The cost of long term care ranges from $3,000 to $12,000 or more a month. The cost will continue to rise. These costs are unsustainable for many, if not most, of the population. Many people are forced to use substantially all of their assets to cover the cost of their long term care. Once assets have been spent, Medicaid, the payor of last resort, pays for the cost of care.
Typically, long term care services are required by people who are unable to perform two of the six basic Activities of Daily Living: bathing and showering, dressing, eating and feeding, functional mobility, personal hygiene and grooming, and toilet and hygiene. Long-term care services are not limited to care received in a nursing facility, frequently it is provided in the home and or an assisted living facility. Similarly, long-term care services care are not limited to the elderly. It is utilized by people of all ages who have been in an accident, fallen ill, or become chronically sick.

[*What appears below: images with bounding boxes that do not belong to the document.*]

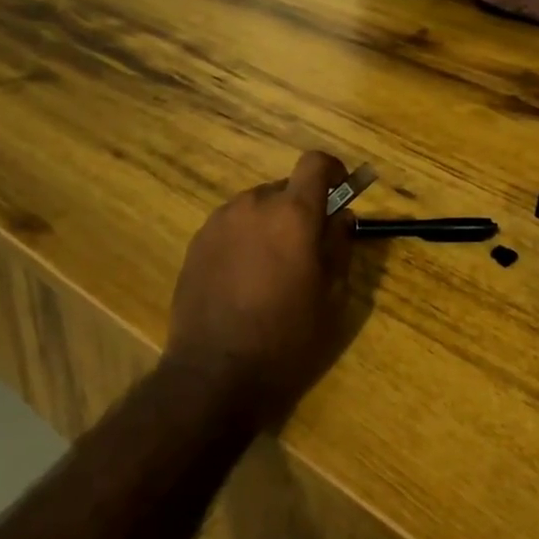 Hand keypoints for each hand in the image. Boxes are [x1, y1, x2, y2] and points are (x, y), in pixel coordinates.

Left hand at [164, 150, 356, 428]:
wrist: (215, 375)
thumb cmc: (287, 338)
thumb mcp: (332, 296)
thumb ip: (340, 245)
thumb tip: (342, 217)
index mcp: (293, 214)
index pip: (316, 163)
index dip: (333, 172)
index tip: (340, 194)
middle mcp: (253, 205)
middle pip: (285, 188)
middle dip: (301, 209)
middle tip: (307, 250)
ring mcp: (219, 222)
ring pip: (256, 208)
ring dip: (270, 225)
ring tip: (272, 270)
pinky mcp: (197, 243)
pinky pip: (231, 227)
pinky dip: (245, 240)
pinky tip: (243, 281) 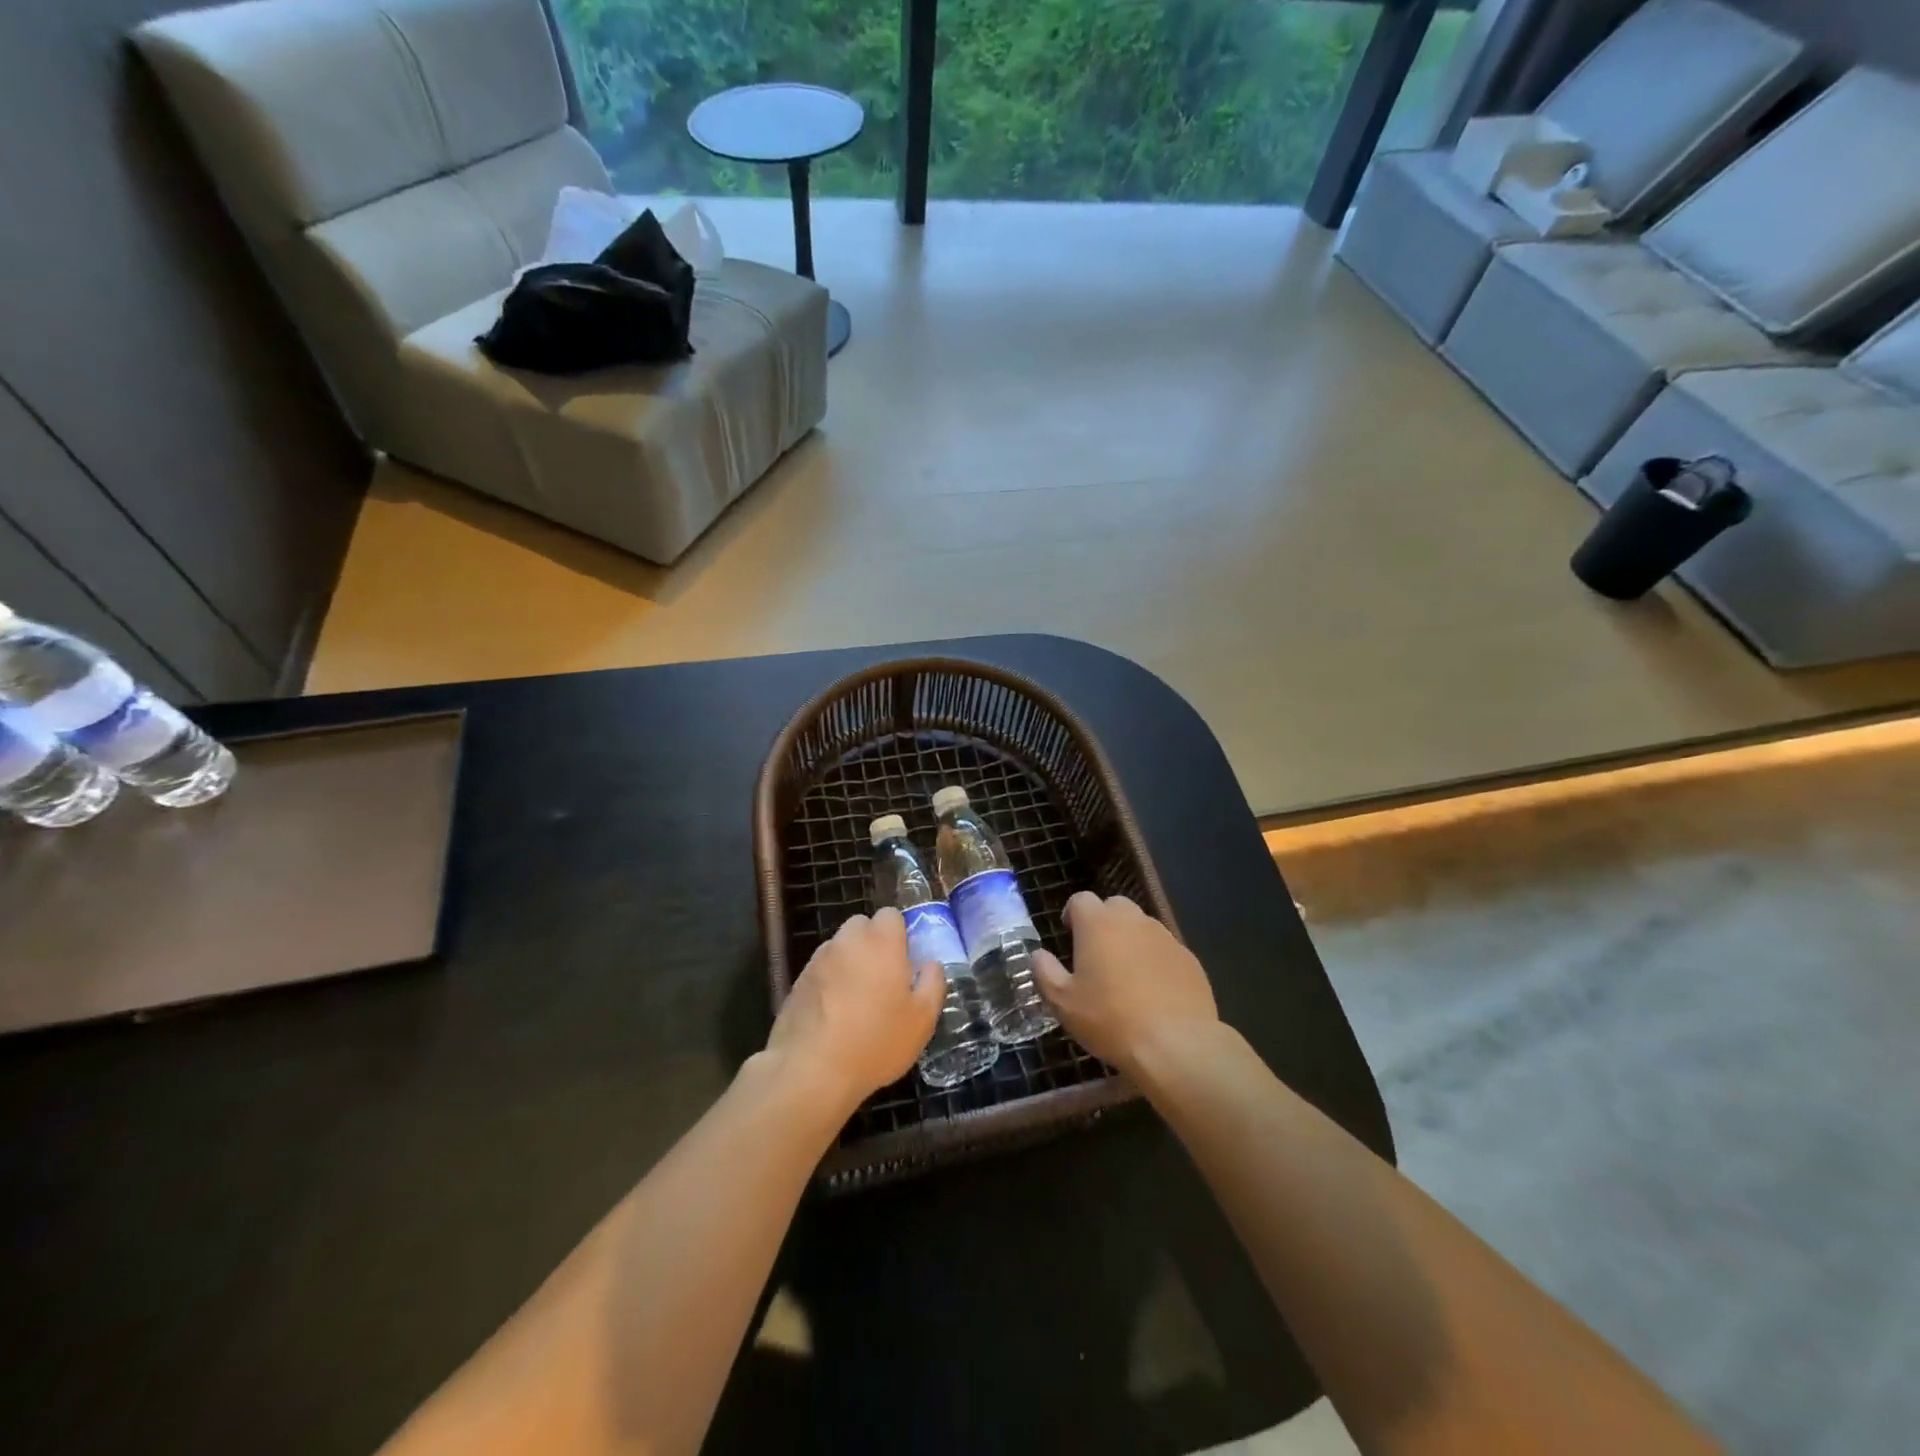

In addition to planning your estate to help protect assets from the high cost of care one can purchase a long term care insurance policy to insure all or part of the risk. Long-term care insurance is a type of insurance designed to help pay the cost of long-term care services. Long-term care insurance can help a person in need of care stay in his or her home, it can provide financial security and the freedom to decide where to receive care, and the ability to rely on professional care providers, rather than family members who may not have the training or the time to provide adequate care.
With the goal of reducing the rate of ever increasing Medicaid costs, the federal government enacted the so-called “Partnership Programs” for long-term care insurance. A Long-Term Care Partnership Program is an arrangement between the federal government, those states adopting the program, such as New Hampshire, and private insurance companies to offer long-term care insurance policies. Through the Program, which bears a dollar-for-dollar asset protection feature, an individual may protect his assets from Medicaid’s spend down rules up to the amount of coverage purchased. For instance, if a person purchases a $350,000 long term care insurance policy that qualifies under the Program, he will be able to protect that amount of his estate for his beneficiaries—he will not have to spend that amount for his care. In other words, the policies offered under these plans are not countable assets for Medicaid planning purposes. Knowledgeable long term care insurance colleagues recommend purchasing a plan before age 65, when the price becomes more than many people can comfortably afford.
A long term care insurance policy that qualifies under the Partnership Program coupled with an up to date estate plan can go a long way toward providing appropriate care and protecting assets for a spouse and other beneficiaries.